A sideways look at economics
The debate around climate change, and what actions governments, the private sector and households ought to take is being thrust ever more into the public eye. Earlier this year ‘Extinction Rebellion’ protests demanding ‘emergency’ action disrupted central London — although arguably not as much as this week’s ‘heatwave’, which once again exposed the UK’s infamous struggles with inclement weather. But with temperature records set in many European cities, it highlighted a longer-term trend towards a warming planet. The climate debate continues to rage on. For its part, the UK has one of the most ambitious climate targets in the world, aiming to reduce net carbon emissions to zero by 2050. Evidence suggests an advanced economy such as the UK’s should find it easier to achieve that goal than a less developed one would.
The idea that environmental damage may be harmful to future productive potential is embodied in the concept of ‘Green GDP’, which attempts to take into consideration social and environmental costs by adjusting GDP downwards by an estimate of resource and environmental depletion. Any such exercise is bound to be subject to significant uncertainties. In a world of cross-border supply chains and high levels of trade, breaking down the environmental costs of growth in one country will necessarily be no easy task. Nevertheless, the broad conclusions can be informative. As the chart below shows, the environmental cost of additional economic activity falls as GDP per capita rises. That is, as countries get richer, there’s a smaller difference between official GDP growth and Green GDP growth.
There are a couple of reasons why advanced economies may be able to achieve ‘greener growth’. First, with higher standards of living, governments are generally more willing to sacrifice some GDP in the name of environmentally sustainable policies. The priorities for politicians in emerging economies may be different. Another factor that probably plays a role in this advanced and emerging country dichotomy is the shift of developed economies towards services-based industries (such as economic consultancies) which, generally speaking, are less polluting than manufacturing (even if the throngs of tertiary-sector employees stuck on a filthy tube carriage during rush hour feel inclined to disagree). The chart below shows a clear link between the rise of the services sector in the UK and ‘greener’ UK growth.

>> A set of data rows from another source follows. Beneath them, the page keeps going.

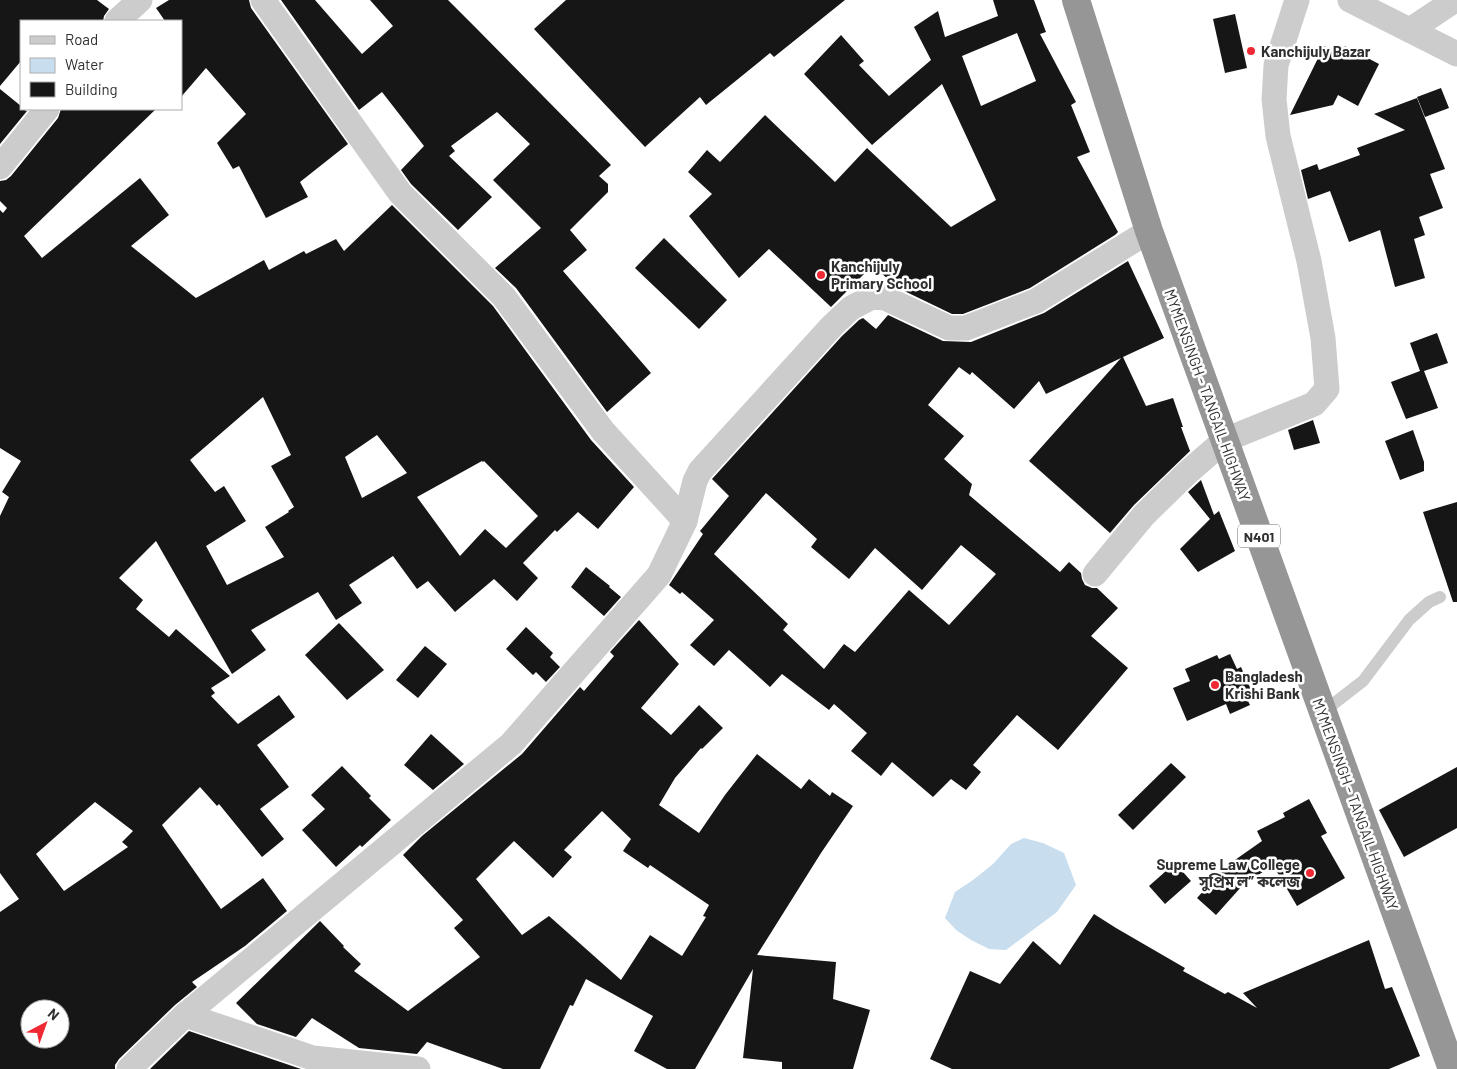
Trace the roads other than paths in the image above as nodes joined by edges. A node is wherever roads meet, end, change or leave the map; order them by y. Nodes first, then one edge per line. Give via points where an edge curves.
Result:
1 (140, 0) edge
2 (263, 0) edge
3 (1076, 0) edge
4 (1297, 0) edge
5 (1350, 0) edge
6 (1455, 0) edge
7 (118, 20) edge
8 (1410, 30) junction
9 (1457, 54) edge
10 (46, 110) edge
11 (0, 167) edge
12 (1149, 231) junction
13 (1225, 440) junction
14 (685, 521) junction
15 (1095, 574) dead end
16 (1440, 597) dead end
17 (1323, 712) junction
18 (185, 1016) junction
19 (129, 1069) edge
20 (418, 1069) edge
21 (1452, 1069) edge

1 - 7 street
2 - 14 street via 400,193 504,297 603,431
3 - 12 highway, MYMENSINGH - TANGAIL HIGHWAY / N401
4 - 13 street via 1276,65 1274,99 1278,136 1309,262 1323,338 1326,389 1314,404
5 - 8 street
6 - 8 street
8 - 9 street
10 - 11 street
12 - 13 highway, MYMENSINGH - TANGAIL HIGHWAY / N401
12 - 14 street via 1036,301 966,328 949,328 885,298 872,297 850,308 700,471
13 - 15 street via 1144,515
13 - 17 highway, MYMENSINGH - TANGAIL HIGHWAY / N401
14 - 18 street via 658,575 511,744
16 - 17 lane via 1409,620 1363,681
17 - 21 highway, MYMENSINGH - TANGAIL HIGHWAY / N401
18 - 19 street
18 - 20 street via 313,1058

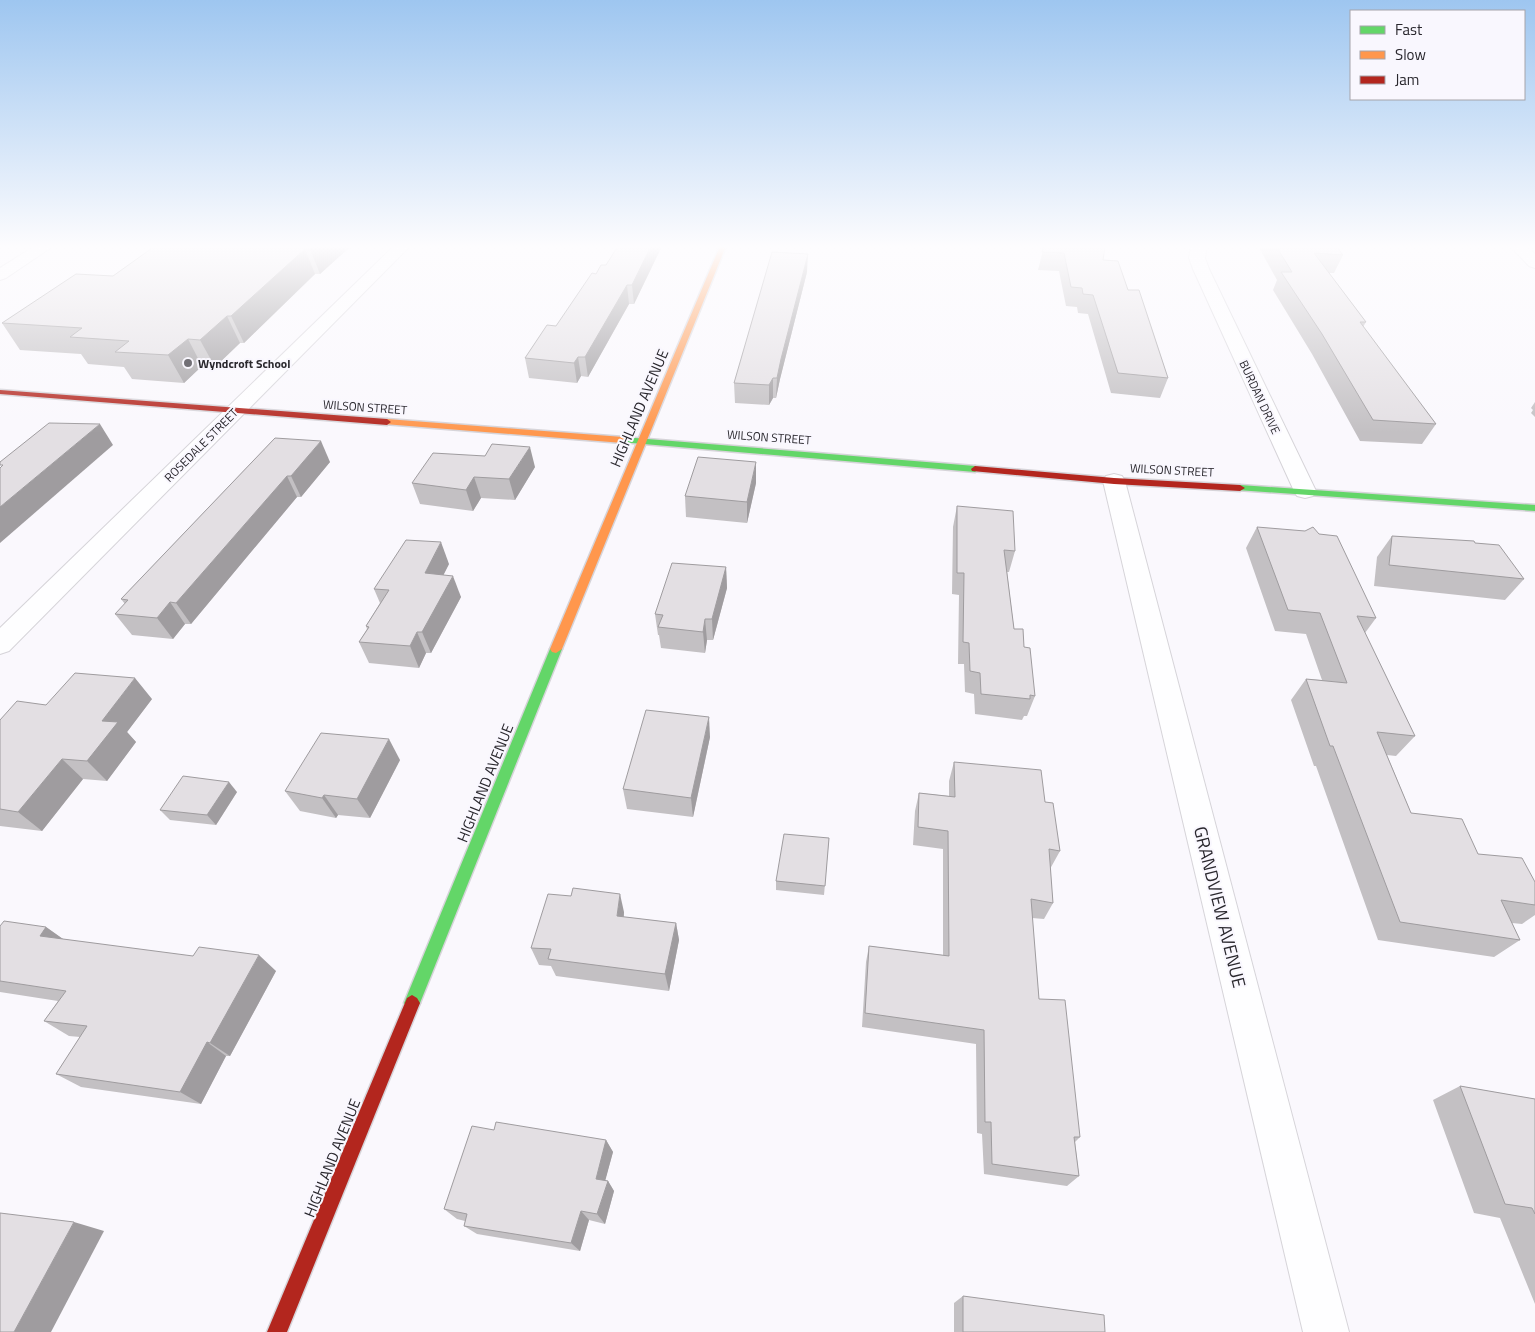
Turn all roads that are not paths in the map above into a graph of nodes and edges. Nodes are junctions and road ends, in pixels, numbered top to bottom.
1 (340, 308) edge
2 (697, 308) edge
3 (1219, 308) edge
4 (0, 392) edge
5 (236, 411) junction
6 (641, 441) junction
7 (1114, 481) junction
8 (1304, 491) junction
9 (1535, 508) edge
10 (0, 644) edge
11 (277, 1332) edge
12 (1326, 1332) edge

1 - 5 street, ROSEDALE STREET
2 - 6 street, HIGHLAND AVENUE
3 - 8 street, BURDAN DRIVE
4 - 5 street, WILSON STREET
5 - 6 street, WILSON STREET
5 - 10 street, ROSEDALE STREET
6 - 7 street, WILSON STREET
6 - 11 street, HIGHLAND AVENUE
7 - 8 street, WILSON STREET
7 - 12 street, GRANDVIEW AVENUE
8 - 9 street, WILSON STREET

While it’s no doubt good news that rich countries are now able to generate ‘greener’ growth, the idea of breaking down the environmental costs at the level of the nation state doesn’t seem appropriate. For one, as the UK has become more services-intensive, its imports of manufactured goods from emerging markets with less-green growth have increased. If greener growth here can only be achieved at the expense of less-green growth elsewhere, it’s not clear that any environmental benefit in a global sense has been accrued. In addition, all countries share the same atmosphere and planet; the benefits of more environmentally efficient growth in the UK will not come to an immediate halt at its border. At the same time, the UK can itself never be entirely protected from environmentally damaging growth elsewhere. That’s what makes problems such as climate change so difficult to solve — it’s a real tragedy of the commons. True, many emerging economies will eventually transition to greener growth based around services. However, in the long run, it may not just be us, but also the planet that is dead.
 Stjepanovic, Skare and Tomic, ‘A new approach to measuring green GDP: a cross-country analysis’ (2017).